C. Doug writes:
"And are we also forced to accept the fact that scientists - and rather obscure ones at that, until one became a media star because of a schoolboy prank - writing on subjects they simply do not understand isn't at least a little disturbing?" and gets the point wrong, it seems to me. The Sokal approach seems not to be one of debunking the underlying arguments made in these social science works (those arguments being the things we assume he knows little about). What he seems to be doing is trying to stop the attempted creep of social science into hard science.

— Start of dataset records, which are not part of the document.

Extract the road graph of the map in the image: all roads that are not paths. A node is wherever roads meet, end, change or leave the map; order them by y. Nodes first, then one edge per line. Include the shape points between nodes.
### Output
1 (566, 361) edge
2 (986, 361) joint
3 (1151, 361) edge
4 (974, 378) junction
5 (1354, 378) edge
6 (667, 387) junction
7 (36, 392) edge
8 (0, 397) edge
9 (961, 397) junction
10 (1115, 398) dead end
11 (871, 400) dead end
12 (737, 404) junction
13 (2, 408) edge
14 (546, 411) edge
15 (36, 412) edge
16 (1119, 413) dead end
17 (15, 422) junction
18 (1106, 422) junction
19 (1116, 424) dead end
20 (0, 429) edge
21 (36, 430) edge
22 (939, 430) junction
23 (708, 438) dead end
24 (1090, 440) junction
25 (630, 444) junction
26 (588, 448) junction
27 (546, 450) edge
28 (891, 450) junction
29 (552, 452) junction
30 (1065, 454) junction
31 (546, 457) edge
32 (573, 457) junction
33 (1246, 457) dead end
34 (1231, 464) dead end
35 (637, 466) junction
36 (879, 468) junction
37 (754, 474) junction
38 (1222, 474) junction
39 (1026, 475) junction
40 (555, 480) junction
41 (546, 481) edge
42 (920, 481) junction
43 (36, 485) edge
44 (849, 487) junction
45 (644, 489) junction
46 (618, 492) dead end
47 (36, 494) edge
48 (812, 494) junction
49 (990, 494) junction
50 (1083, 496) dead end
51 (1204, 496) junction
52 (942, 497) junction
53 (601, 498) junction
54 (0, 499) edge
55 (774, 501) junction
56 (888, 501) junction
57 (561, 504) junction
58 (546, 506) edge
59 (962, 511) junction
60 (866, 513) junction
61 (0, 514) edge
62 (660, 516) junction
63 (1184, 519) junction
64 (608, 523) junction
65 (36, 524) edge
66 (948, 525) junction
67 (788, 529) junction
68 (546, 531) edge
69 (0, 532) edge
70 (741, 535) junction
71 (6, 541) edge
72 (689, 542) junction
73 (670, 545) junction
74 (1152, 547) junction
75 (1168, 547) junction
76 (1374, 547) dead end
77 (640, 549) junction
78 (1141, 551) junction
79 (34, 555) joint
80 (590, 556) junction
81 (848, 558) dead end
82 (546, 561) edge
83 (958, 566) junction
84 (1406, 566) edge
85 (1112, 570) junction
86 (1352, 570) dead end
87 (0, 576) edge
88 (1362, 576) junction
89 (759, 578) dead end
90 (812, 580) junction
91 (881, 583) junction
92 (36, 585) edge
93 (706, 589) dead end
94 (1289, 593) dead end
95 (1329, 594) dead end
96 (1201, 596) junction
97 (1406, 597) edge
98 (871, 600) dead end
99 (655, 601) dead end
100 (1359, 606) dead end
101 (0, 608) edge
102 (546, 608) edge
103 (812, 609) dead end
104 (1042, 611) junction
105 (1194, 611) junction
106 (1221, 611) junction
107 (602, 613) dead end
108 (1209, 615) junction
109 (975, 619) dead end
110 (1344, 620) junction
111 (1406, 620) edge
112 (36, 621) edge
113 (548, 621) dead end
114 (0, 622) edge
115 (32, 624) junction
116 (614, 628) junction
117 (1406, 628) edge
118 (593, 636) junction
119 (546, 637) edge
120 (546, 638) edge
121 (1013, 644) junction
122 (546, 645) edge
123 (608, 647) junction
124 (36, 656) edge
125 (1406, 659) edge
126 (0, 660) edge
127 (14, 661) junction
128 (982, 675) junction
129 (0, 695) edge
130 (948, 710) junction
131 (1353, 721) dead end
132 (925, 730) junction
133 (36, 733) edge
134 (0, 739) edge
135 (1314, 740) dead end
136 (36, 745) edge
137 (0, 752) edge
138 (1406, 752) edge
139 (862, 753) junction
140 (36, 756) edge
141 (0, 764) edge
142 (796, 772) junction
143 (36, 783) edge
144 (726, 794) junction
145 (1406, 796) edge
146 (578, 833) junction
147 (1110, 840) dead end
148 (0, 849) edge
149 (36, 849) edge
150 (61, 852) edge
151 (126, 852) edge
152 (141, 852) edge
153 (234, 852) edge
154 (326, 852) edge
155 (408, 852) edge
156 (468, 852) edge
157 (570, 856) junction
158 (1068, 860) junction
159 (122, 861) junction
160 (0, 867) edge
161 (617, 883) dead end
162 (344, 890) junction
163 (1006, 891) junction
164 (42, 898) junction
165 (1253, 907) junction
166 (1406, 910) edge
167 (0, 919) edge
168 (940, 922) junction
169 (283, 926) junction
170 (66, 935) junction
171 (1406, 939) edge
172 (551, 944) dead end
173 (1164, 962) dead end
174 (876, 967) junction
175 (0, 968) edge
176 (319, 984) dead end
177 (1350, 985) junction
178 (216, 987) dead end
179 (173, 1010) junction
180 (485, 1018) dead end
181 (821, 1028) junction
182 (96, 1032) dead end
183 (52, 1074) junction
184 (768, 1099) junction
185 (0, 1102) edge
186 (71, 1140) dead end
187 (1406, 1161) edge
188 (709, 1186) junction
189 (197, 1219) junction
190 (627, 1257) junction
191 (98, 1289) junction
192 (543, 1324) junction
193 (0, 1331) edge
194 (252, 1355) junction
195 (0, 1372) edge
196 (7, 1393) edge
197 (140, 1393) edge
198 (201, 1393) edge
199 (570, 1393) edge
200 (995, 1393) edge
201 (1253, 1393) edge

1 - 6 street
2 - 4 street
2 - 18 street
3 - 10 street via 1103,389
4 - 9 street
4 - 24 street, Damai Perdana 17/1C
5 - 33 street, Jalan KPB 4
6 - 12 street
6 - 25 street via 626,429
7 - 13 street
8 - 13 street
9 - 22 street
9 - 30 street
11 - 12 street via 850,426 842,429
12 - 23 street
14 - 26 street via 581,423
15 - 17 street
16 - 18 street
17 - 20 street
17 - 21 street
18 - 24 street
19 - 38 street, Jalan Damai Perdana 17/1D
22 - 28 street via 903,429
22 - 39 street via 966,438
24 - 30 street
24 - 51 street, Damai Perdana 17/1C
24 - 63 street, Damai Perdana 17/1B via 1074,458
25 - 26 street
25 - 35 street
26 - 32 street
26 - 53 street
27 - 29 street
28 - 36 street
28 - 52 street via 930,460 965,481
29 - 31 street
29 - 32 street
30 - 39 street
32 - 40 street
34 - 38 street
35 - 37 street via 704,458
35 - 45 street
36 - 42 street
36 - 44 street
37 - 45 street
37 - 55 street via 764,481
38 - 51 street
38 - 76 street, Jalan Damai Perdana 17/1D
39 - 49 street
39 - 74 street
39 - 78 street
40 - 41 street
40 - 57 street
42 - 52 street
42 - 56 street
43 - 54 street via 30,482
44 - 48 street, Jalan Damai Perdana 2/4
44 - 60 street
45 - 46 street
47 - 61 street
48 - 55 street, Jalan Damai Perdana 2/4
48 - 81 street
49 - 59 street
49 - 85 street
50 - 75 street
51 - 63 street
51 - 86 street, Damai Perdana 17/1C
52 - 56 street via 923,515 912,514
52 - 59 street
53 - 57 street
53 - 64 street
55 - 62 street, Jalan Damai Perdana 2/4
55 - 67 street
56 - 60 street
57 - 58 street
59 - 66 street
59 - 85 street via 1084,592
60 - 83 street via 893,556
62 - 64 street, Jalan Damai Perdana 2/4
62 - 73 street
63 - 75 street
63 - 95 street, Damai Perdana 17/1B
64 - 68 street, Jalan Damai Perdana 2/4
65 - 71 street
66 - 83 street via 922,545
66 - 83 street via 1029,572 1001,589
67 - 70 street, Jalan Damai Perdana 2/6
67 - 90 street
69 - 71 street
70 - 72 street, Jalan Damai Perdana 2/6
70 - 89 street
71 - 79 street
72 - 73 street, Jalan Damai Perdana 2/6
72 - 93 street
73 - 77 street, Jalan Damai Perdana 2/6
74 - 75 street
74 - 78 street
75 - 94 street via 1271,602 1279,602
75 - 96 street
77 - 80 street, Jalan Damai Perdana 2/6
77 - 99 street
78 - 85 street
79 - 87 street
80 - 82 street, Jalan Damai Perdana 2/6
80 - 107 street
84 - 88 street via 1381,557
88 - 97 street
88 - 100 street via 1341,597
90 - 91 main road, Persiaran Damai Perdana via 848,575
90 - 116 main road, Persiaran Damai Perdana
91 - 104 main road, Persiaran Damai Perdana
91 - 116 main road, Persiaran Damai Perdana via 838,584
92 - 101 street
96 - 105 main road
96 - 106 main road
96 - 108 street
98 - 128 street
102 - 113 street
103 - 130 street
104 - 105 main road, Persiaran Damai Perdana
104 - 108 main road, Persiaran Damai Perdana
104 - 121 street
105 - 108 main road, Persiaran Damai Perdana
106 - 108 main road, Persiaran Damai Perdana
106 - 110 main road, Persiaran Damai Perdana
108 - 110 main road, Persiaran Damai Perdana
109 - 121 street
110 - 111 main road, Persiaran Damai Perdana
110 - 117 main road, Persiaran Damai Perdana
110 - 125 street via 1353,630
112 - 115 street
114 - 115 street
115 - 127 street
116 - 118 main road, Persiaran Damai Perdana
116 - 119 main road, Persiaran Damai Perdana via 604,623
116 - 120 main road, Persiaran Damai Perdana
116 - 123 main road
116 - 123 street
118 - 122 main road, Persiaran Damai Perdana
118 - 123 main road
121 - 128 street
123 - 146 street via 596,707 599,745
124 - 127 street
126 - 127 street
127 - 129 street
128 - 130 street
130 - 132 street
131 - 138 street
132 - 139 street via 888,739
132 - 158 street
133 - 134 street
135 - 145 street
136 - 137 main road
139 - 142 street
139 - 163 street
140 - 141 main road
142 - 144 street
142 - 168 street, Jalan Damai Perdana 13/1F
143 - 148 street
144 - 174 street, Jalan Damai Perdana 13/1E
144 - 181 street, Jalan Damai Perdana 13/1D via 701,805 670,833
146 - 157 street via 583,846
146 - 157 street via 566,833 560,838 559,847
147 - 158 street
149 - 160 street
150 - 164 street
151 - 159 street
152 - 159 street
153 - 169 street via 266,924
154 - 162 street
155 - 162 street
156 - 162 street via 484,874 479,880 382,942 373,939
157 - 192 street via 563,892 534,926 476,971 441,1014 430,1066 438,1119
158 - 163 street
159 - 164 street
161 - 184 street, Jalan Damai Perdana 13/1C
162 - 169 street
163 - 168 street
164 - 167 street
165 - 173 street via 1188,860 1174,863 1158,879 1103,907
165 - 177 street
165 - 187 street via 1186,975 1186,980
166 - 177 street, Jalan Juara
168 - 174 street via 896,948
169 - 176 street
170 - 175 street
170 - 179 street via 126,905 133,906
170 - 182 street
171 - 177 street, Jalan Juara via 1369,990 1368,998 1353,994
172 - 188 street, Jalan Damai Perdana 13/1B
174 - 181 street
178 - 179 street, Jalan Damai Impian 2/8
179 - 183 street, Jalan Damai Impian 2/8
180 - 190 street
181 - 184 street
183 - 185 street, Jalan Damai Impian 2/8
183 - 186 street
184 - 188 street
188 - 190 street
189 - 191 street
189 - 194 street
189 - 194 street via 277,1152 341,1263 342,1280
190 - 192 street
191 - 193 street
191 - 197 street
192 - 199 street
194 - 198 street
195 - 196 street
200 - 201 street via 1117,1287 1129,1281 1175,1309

Social science is necessarily a science of argument whereas hard science, or more appropriately natural science, is one of experimentation and mathematics. Obviously there are overlaps, but the point is that science tests any doctrine or dogma (and there are many in science) against impartial nature while social science deals with subjects who have free will and who are, after all, doing the "science" on their own behavior in an inevitably self-referential and self-conscious way. Sokal seems to be doing exactly what a scientist should do when confronted with any theory that claims scientific validity: He picks it apart and finds ways to show any invalid construct in the theory that to be so. This is a purely destructive process and entirely appropriate to science. Science must be purely skeptical to rid itself of inevitable dogma. Science demands that scientists come up with contrary results when faced with any theory. The entire purpose of the scientific method is to undermine and unmask inevitable dogma. As long as Sokal is *not* being constructive, he is doing the right thing. He is ridding the social sciences of bogus claims of scientific, natural truth.
I find it continuously amazing that social scientists seem determined to claim their theories are like natural laws. What is wrong with argumentation? We are governed by laws that represent millions and millions of pages of precise and compelling argumentation. Personally, I find any social science claim of natural truth to be a red flag for sloppy or tautological reasoning.